3. Alienated Self in Imaginary Order

Lacan proposes that human cognition originates from fascination with images, specifically beginning with infant’s identification with its own mirror image [2]. This recognition is essentially both an aesthetic perception and an illusion, representing the subject’s striving toward wholeness. Through the mirror as an external medium, the infant’s immature body becomes complete. The relationship between the self and its mirror image thus constitutes the realm of the imaginary. In Lacan’s theoretical framework, the imaginary order emerges during the mirror stage, though it is not identical to the stage itself. Chronologically, the imaginary order spans a longer period than the mirror stage, persisting until the intervention of the symbolic order, at which point it withdraws from the realm of consciousness. Lacan posits that the imaginary order constitutes the domain of the subject’s subjectivity, its formation dependent on the individual’s mirror experience and the psychic illusions of the mirror stage. The ultimate destination of imaginary order is inevitably the unconscious realm. This ensures that even after adulthood, children remain susceptible to being awakened by certain images from the imaginary order, thereby seeking objects with which to identify their conscious self.

Lacan provides a perspective that consciousness is established during a mysterious moment in the infant’s preverbal period, which he terms the mirror stage. This stage represents a crucial phase in human psychological development, occurring between 6 and 18 months of infancy. During this period, the infant first recognizes its own image in a mirror and identifies this external image as the self. Further observation reveals that the emergence of self-awareness and alienation occur simultaneously. It seems that the establishment of the subject depends on the alienation of the self. But in fact, the construction of the self cannot be separated from its counterpart, the “other”. The other is achieved through the self’s identification with its mirror image, meaning that the infant’s self-awareness always forms in reference to the other. However, this identification is an illusory unity, for the infant’s self-perception at this stage is actually incomplete, and it mistakes the unified mirror image for the true self. And the imaginary order is not governed by the reality principle, rendering the self-design at this stage illusory and imaginary, that is to say, the construction of the self begins within the imaginary order.

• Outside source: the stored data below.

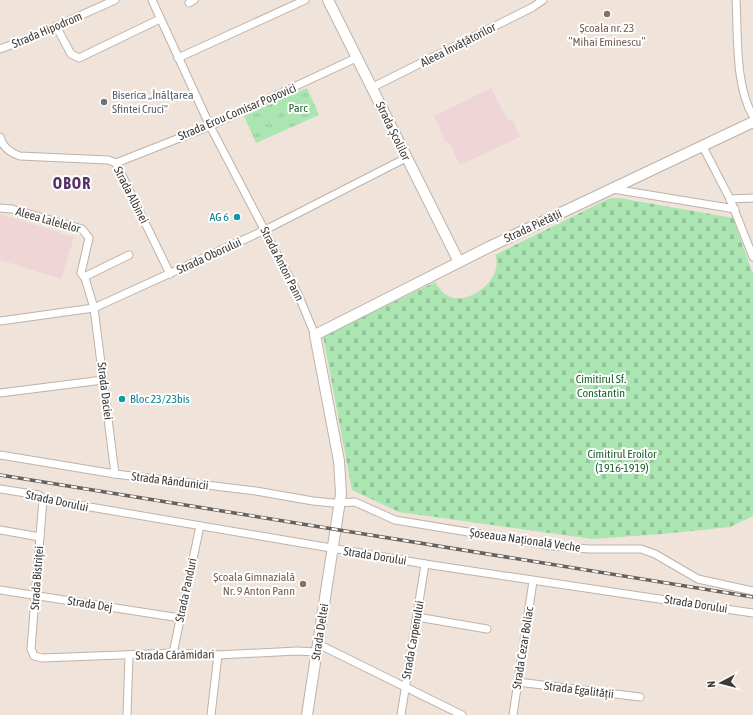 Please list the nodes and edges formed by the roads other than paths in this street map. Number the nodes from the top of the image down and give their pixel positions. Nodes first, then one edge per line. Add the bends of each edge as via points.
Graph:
1 (115, 0) edge
2 (152, 0) edge
3 (305, 0) edge
4 (328, 0) edge
5 (543, 0) edge
6 (736, 0) edge
7 (160, 19) junction
8 (56, 26) junction
9 (0, 49) edge
10 (178, 58) junction
11 (356, 58) junction
12 (372, 88) junction
13 (753, 116) edge
14 (753, 122) edge
15 (210, 126) junction
16 (0, 137) edge
17 (702, 145) junction
18 (406, 158) junction
19 (116, 163) junction
20 (612, 189) junction
21 (753, 198) edge
22 (730, 199) junction
23 (0, 208) edge
24 (735, 209) junction
25 (265, 230) junction
26 (129, 255) dead end
27 (753, 257) edge
28 (459, 262) junction
29 (170, 274) junction
30 (84, 277) junction
31 (94, 308) junction
32 (0, 321) edge
33 (315, 335) junction
34 (103, 380) junction
35 (0, 393) edge
36 (0, 455) edge
37 (115, 474) junction
38 (0, 489) edge
39 (43, 500) junction
40 (340, 503) junction
41 (200, 526) junction
42 (0, 530) edge
43 (40, 537) junction
44 (333, 549) junction
45 (425, 564) junction
46 (533, 581) junction
47 (0, 590) edge
48 (753, 591) edge
49 (35, 596) junction
50 (753, 613) edge
51 (417, 617) junction
52 (180, 618) junction
53 (487, 629) dead end
54 (318, 648) junction
55 (173, 653) junction
56 (218, 655) junction
57 (34, 656) joint
58 (129, 656) junction
59 (518, 682) junction
60 (405, 685) junction
61 (640, 697) dead end
62 (127, 715) edge
63 (211, 715) edge
64 (307, 715) edge
65 (401, 715) edge
66 (462, 715) edge
67 (513, 715) edge

1 - 8 street, Strada Hipodrom
2 - 7 street, Strada Anton Pann
3 - 10 street
4 - 11 street, Strada Școlilor
5 - 12 street, Aleea Învățătorilor
6 - 13 street via 742,90 747,107
7 - 8 street via 79,58 71,54
7 - 10 street, Strada Anton Pann
8 - 9 street, Strada Hipodrom
10 - 15 street, Strada Anton Pann
11 - 12 street, Strada Școlilor
11 - 15 street, Strada Erou Comisar Popovici
12 - 18 street, Strada Școlilor
14 - 17 street, Strada Pietății
15 - 19 street, Strada Erou Comisar Popovici
15 - 25 street, Strada Anton Pann
16 - 19 street, Strada Albinei via 11,153 20,156 108,160
17 - 20 street, Strada Pietății
17 - 22 street
18 - 25 street, Strada Oborului
18 - 28 street, Strada Școlilor
19 - 29 street, Strada Albinei
20 - 24 street
20 - 28 street, Strada Pietății
21 - 22 street
22 - 24 street
23 - 30 street, Aleea Lalelelor via 86,231 89,238 81,273
24 - 27 street
25 - 29 street, Strada Oborului
25 - 33 street, Strada Anton Pann via 298,294
26 - 30 street
28 - 33 street, Strada Pietății
29 - 31 street, Strada Oborului
30 - 31 street, Aleea Lalelelor
31 - 32 street, Strada Oborului
31 - 34 street, Strada Daciei
33 - 40 street, Strada Anton Pann via 339,462
34 - 35 street
34 - 37 street, Strada Daciei
36 - 37 street, Strada Rândunicii
37 - 40 street, Strada Rândunicii
38 - 39 street, Strada Dorului via 39,495
39 - 41 street, Strada Dorului
39 - 43 street, Strada Bistriței
40 - 44 street, Strada Anton Pann
40 - 48 street, Șoseaua Națională Veche via 355,502 395,520 553,546 589,549 641,548 698,578
41 - 44 street, Strada Dorului
41 - 52 street, Strada Panduri
42 - 43 street
43 - 49 street, Strada Bistriței
44 - 45 street, Strada Dorului
44 - 54 street, Strada Deltei
45 - 46 street, Strada Dorului
45 - 51 street, Strada Carpenului
46 - 50 street, Strada Dorului
46 - 59 street, Strada Cezar Boliac
47 - 49 street, Strada Dej
49 - 52 street, Strada Dej
49 - 57 street, Strada Bistriței via 31,649
51 - 53 street
51 - 60 street, Strada Carpenului
52 - 55 street, Strada Panduri
54 - 56 street, Strada Cărămidari
54 - 60 street, Strada Cărămidari
54 - 64 street, Strada Deltei
55 - 56 street, Strada Cărămidari
55 - 58 street, Strada Cărămidari
56 - 63 street
57 - 58 street, Strada Cărămidari
58 - 62 street
59 - 61 street, Strada Egalității
59 - 67 street, Strada Cezar Boliac
60 - 65 street, Strada Carpenului
60 - 66 street, Strada Cărămidari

Emily’s imaginary identification with Southern culture profoundly influences her psyche and behavior, causing her to live perpetually within her own imaginary world. The crux of the mirror stage lies in the subject establishing self-identity through external images, an identity inherently found on alienation from the outset. Emily’s entire life is trapped within this alienated self in the realm of imagination. As the last representative of the southern aristocratic Grierson family, she is imbued from childhood with a specific aristocratic image by her family and society, forced to identify with this externally imposed identity. This identification is not a choice born of her own heart, but rather the result of societal imposition. For Emily, her father is her earliest and most significant mirror image. It helps Emily construct relationships between herself and the other, thereby establishing her self-identity. Her father drives away every young man who comes courting her, using his actions to forge an unquestionable self-image for her, that is, a lofty, unattainable noblewoman. In the novel, Mr. Grierson is portrayed as a powerful Southern patriarch who serves not only as her biological father but also as the figure with whom she identifies psychologically. It is within this image of the other that she seeks to define herself. Consequently, Emily’s sense of self cannot exist apart from this mirror image of her father.

This differs from Lacan’s discourse on the function of the Name-of-the-Father, which incorporates individuals into the social symbolic system by introducing laws and order. It manifests as the honor, traditions, and social status of the Southern aristocracy represented by the Grierson family. And Emily must conform to the values and norms of the entire Southern aristocratic society. While her father was alive, Emily existed entirely in his shadow, deprived of any opportunity to develop an independent subjectivity. His prohibition against any male companionship strips her of the normal right to express her desires as a woman, condemning her to perpetual alienation within the imaginary order. After her father’s death, Emily chooses to marry Homer, a man who in no way meet the standards set by the traditions of Southern aristocracy. Boothby observes that the subject enters the symbolic order through identification with the paternal name, but when this identification becomes excessive, it leads to the dissolution of subjectivity [3]. This precisely encapsulates her tragedy, the excessive identification with the Southern aristocratic values embodied by her father ultimately deprives her of the possibility to develop her authentic self. When she realizes Homer has no intention of marrying her, Emily is once again faced with the imaginary trauma. After being abandoned by her father’s death, Emily poisons Homer to shield her fragile self from this new other, ultimately sealing the failure of their romance. From then on, she locks herself in a square shaped wooden house and spends the rest of her life with the corpse of her loved one, always maintaining her dignity and pride. Emily’s inner imagination is that she is the embodiment of tradition, and a monument.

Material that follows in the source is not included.